What to produce: Would you repeat each line below exactly, without the pictures?

[[ Exercise materials, beginning ]]

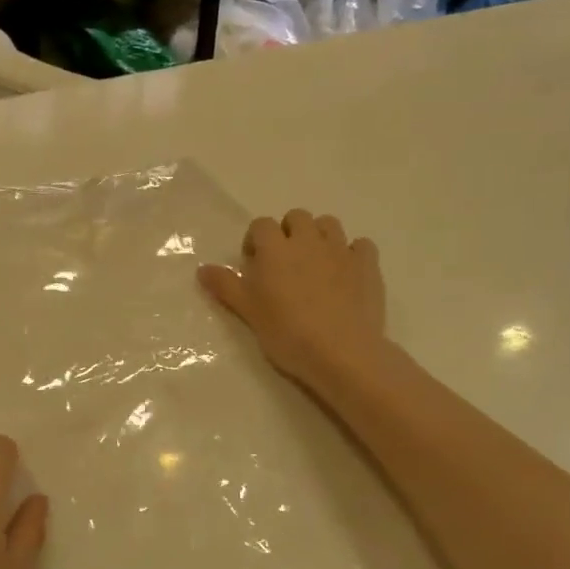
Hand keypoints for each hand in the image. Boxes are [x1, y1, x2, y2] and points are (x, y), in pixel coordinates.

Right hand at [198, 210, 388, 399]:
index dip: (255, 240)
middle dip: (289, 232)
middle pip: (297, 217)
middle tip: (284, 262)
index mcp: (275, 248)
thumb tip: (202, 269)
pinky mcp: (367, 265)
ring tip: (315, 263)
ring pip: (329, 224)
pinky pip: (361, 245)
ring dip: (320, 236)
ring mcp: (341, 250)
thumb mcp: (248, 311)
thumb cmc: (286, 332)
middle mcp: (308, 240)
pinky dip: (352, 253)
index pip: (261, 224)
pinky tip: (347, 273)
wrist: (340, 352)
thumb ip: (225, 286)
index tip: (255, 264)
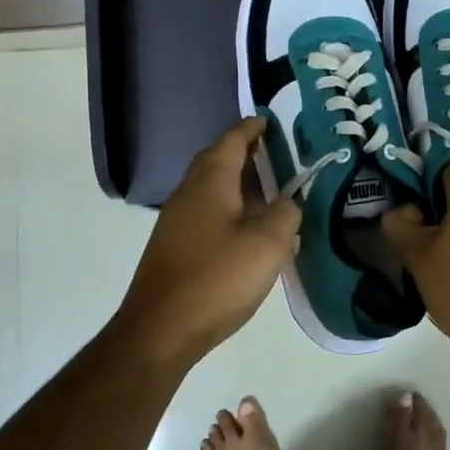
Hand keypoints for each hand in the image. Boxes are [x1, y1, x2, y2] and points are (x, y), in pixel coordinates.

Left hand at [114, 117, 301, 369]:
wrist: (160, 329)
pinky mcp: (175, 246)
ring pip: (210, 188)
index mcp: (210, 182)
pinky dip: (228, 209)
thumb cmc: (217, 278)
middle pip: (216, 160)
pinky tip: (247, 231)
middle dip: (243, 152)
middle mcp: (189, 193)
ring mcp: (176, 221)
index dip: (252, 128)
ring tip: (268, 191)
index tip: (269, 121)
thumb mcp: (267, 244)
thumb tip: (288, 202)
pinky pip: (206, 213)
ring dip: (237, 183)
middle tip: (273, 153)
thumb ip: (285, 214)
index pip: (232, 140)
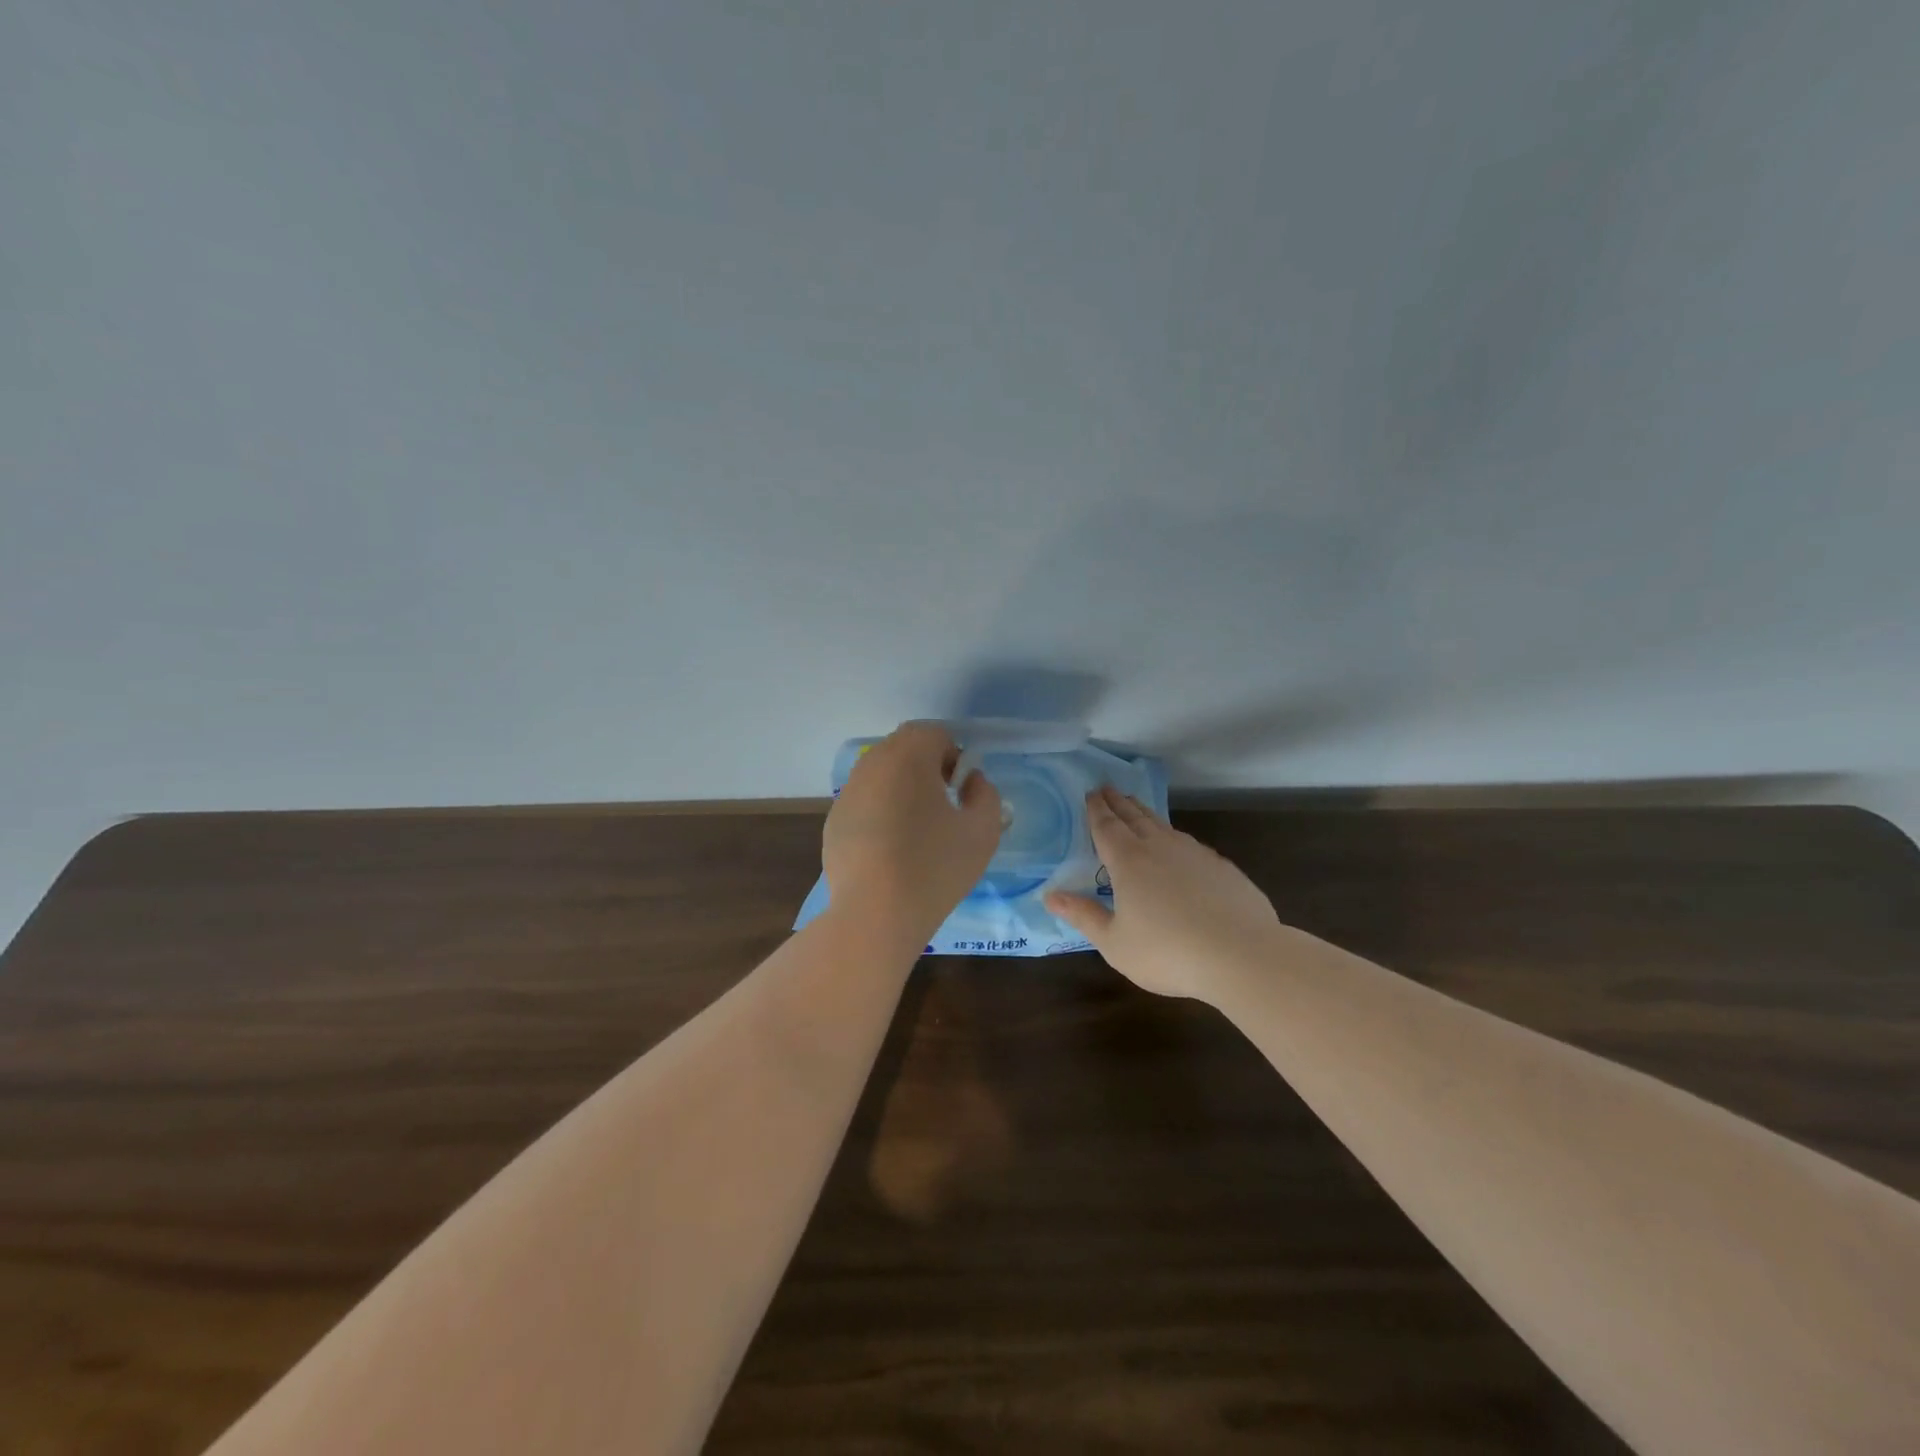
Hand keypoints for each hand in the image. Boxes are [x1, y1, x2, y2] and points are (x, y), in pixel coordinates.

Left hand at [823, 721, 1002, 947]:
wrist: (876, 914)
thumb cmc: (935, 867)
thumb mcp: (983, 830)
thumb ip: (986, 794)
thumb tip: (971, 782)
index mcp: (908, 757)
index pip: (933, 733)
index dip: (953, 756)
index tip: (960, 791)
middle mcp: (872, 765)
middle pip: (903, 748)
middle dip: (926, 767)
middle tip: (942, 806)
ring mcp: (847, 792)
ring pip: (881, 774)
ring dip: (902, 788)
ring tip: (917, 829)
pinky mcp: (834, 820)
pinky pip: (864, 801)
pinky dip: (880, 811)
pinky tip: (890, 850)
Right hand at [1045, 786, 1280, 999]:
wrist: (1241, 955)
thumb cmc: (1168, 952)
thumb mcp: (1114, 943)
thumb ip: (1083, 916)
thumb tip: (1050, 896)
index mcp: (1128, 861)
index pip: (1106, 826)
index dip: (1096, 810)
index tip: (1090, 793)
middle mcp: (1159, 848)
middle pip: (1134, 817)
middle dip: (1118, 802)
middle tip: (1107, 788)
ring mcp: (1195, 854)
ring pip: (1163, 825)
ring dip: (1145, 813)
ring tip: (1136, 808)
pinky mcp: (1222, 867)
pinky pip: (1189, 843)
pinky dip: (1174, 837)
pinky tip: (1178, 847)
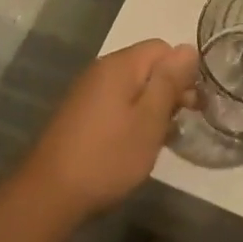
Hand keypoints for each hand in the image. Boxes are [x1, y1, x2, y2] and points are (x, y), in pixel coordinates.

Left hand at [20, 40, 197, 218]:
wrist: (50, 193)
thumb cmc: (109, 156)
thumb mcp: (149, 119)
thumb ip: (169, 81)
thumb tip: (189, 48)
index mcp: (120, 65)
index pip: (162, 48)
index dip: (182, 72)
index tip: (191, 104)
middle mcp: (102, 69)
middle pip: (146, 66)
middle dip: (168, 90)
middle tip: (180, 123)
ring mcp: (88, 91)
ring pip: (132, 86)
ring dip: (151, 106)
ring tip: (159, 138)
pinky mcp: (80, 112)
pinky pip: (116, 102)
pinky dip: (131, 117)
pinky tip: (134, 144)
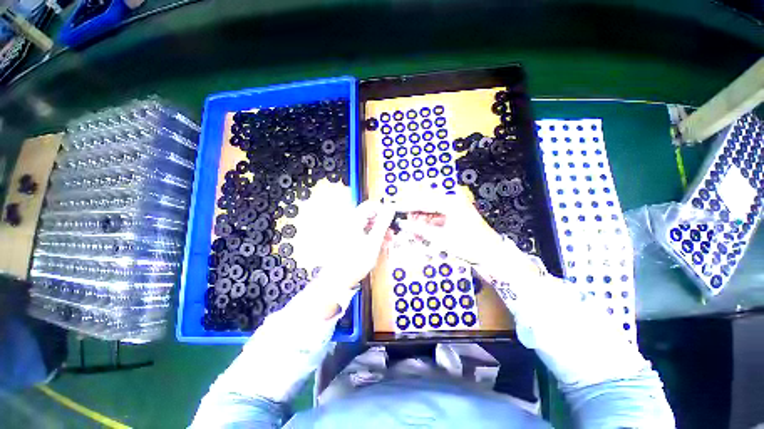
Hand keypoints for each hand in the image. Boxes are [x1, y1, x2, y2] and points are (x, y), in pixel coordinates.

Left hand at [314, 199, 396, 288]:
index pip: (370, 205)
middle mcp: (348, 223)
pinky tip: (378, 245)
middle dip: (382, 222)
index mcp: (353, 220)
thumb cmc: (353, 262)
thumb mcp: (374, 242)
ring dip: (378, 230)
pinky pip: (361, 232)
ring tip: (386, 240)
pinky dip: (370, 236)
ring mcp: (346, 231)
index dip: (383, 210)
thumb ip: (383, 223)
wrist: (337, 280)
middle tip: (391, 231)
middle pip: (368, 215)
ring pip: (366, 224)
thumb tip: (390, 209)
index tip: (391, 218)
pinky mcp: (346, 239)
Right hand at [394, 191, 532, 271]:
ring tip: (408, 226)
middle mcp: (451, 200)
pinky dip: (426, 222)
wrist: (491, 254)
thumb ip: (420, 230)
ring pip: (428, 208)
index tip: (394, 207)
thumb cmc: (469, 245)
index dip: (406, 205)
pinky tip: (419, 229)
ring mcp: (453, 207)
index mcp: (450, 202)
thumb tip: (403, 224)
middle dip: (411, 210)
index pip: (422, 201)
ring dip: (418, 217)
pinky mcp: (453, 214)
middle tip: (399, 217)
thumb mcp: (442, 238)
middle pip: (424, 202)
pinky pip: (434, 215)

[[ Exercise materials, end ]]

Completed task:
Hand keypoints for each hand in the image. Boxes are [x1, y1, x2, y2] and points are (x, y), in pixel coordinates.

Right hand at [198, 210, 388, 399]:
index dip: (255, 240)
middle dip: (289, 232)
middle pip: (297, 217)
middle tip: (284, 262)
index mcp: (275, 248)
thumb tip: (202, 269)
pinky mcp: (367, 265)
ring tip: (315, 263)
ring pip: (329, 224)
pinky pip: (361, 245)
ring dip: (320, 236)
ring mcp: (341, 250)
thumb mcp: (248, 311)
thumb cmc: (286, 332)
middle mcp: (308, 240)
pinky dip: (352, 253)
index pip: (261, 224)
pinky tip: (347, 273)
wrist: (340, 352)
thumb ip: (225, 286)
index tip: (255, 264)
Hand keypoints for each hand in the image. Boxes are [x1, y1, x2, y2] and points are (x, y), in pixel coordinates.

Left hand at [114, 117, 301, 369]:
wrist: (160, 329)
pinky mcp: (175, 246)
ring pip: (210, 188)
index mcp: (210, 182)
pinky dip: (228, 209)
thumb cmc: (217, 278)
middle pip: (216, 160)
pinky tip: (247, 231)
middle dip: (243, 152)
middle mcp: (189, 193)
ring mcp: (176, 221)
index dip: (252, 128)
ring tip: (268, 191)
index tip: (269, 121)
thumb mcp: (267, 244)
thumb tip: (288, 202)
pinky pip: (206, 213)
ring dip: (237, 183)
middle tip: (273, 153)
thumb ip: (285, 214)
index pip: (232, 140)
Hand keypoints for each hand in the image. Boxes are [x1, y1, x2, y2] and points are (x, y), in pixel coordinates.

Left hand at [823, 721, 1002, 947]:
wrist: (876, 914)
thumb cmc: (935, 867)
thumb mcp: (983, 830)
thumb ip: (986, 794)
thumb tip: (971, 782)
index mcp: (908, 757)
index pip: (933, 733)
index dip: (953, 756)
index tip: (960, 791)
middle mcp: (872, 765)
middle pip: (903, 748)
middle dip: (926, 767)
middle tip: (942, 806)
ring mcp: (847, 792)
ring pip: (881, 774)
ring dip: (902, 788)
ring tip: (917, 829)
pinky mcp: (834, 820)
pinky pip: (864, 801)
pinky dip: (880, 811)
pinky tip: (890, 850)
Right hand at [1045, 786, 1280, 999]:
wrist: (1241, 955)
thumb cmc: (1168, 952)
thumb mcp: (1114, 943)
thumb ip: (1083, 916)
thumb tip: (1050, 896)
index mcp: (1128, 861)
index pip: (1106, 826)
index dip: (1096, 810)
index tip: (1090, 793)
middle mcp: (1159, 848)
middle pip: (1134, 817)
middle dip: (1118, 802)
middle tip: (1107, 788)
ring mcp: (1195, 854)
ring pip: (1163, 825)
ring dip: (1145, 813)
ring tip: (1136, 808)
pinky mcp: (1222, 867)
pinky pip: (1189, 843)
pinky dip: (1174, 837)
pinky tip: (1178, 847)
Hand keypoints for each hand in the image. Boxes are [x1, y1, x2, y2] and points are (x, y), in pixel coordinates.

Left hand at [20, 40, 197, 218]:
wrist: (50, 193)
thumb cmc: (109, 156)
thumb mcp: (149, 119)
thumb ip: (169, 81)
thumb tip: (189, 48)
index mcp: (120, 65)
index pip: (162, 48)
index dip: (182, 72)
index tip: (191, 104)
middle mcp: (102, 69)
middle pip: (146, 66)
middle dip: (168, 90)
middle tip: (180, 123)
ring mcp: (88, 91)
ring pip: (132, 86)
ring dip: (151, 106)
ring tip: (159, 138)
pinky mcp: (80, 112)
pinky pip: (116, 102)
pinky dip: (131, 117)
pinky tip: (134, 144)
Hand keypoints for each hand in the image. Boxes are [x1, y1, x2, y2] and points are (x, y), in pixel coordinates.

Left hand at [314, 199, 396, 288]:
index pip: (370, 205)
middle mcp: (348, 223)
pinky tip: (378, 245)
middle dip: (382, 222)
index mcp: (353, 220)
thumb cmc: (353, 262)
thumb mcp: (374, 242)
ring dip: (378, 230)
pinky pip: (361, 232)
ring tip: (386, 240)
pinky dip: (370, 236)
ring mcp: (346, 231)
index dip: (383, 210)
thumb ip: (383, 223)
wrist: (337, 280)
middle tip: (391, 231)
middle pip: (368, 215)
ring pip: (366, 224)
thumb tip: (390, 209)
index tip: (391, 218)
pinky mcp: (346, 239)
Right hand at [394, 191, 532, 271]:
ring tip: (408, 226)
middle mcp: (451, 200)
pinky dip: (426, 222)
wrist: (491, 254)
thumb ip: (420, 230)
ring pip: (428, 208)
index tip: (394, 207)
thumb cmc: (469, 245)
index dip: (406, 205)
pinky tip: (419, 229)
ring mcp: (453, 207)
index mcp: (450, 202)
thumb tip: (403, 224)
middle dip: (411, 210)
index pip: (422, 201)
ring dip: (418, 217)
pinky mcp: (453, 214)
middle tip: (399, 217)
thumb mcp: (442, 238)
middle pip: (424, 202)
pinky pip: (434, 215)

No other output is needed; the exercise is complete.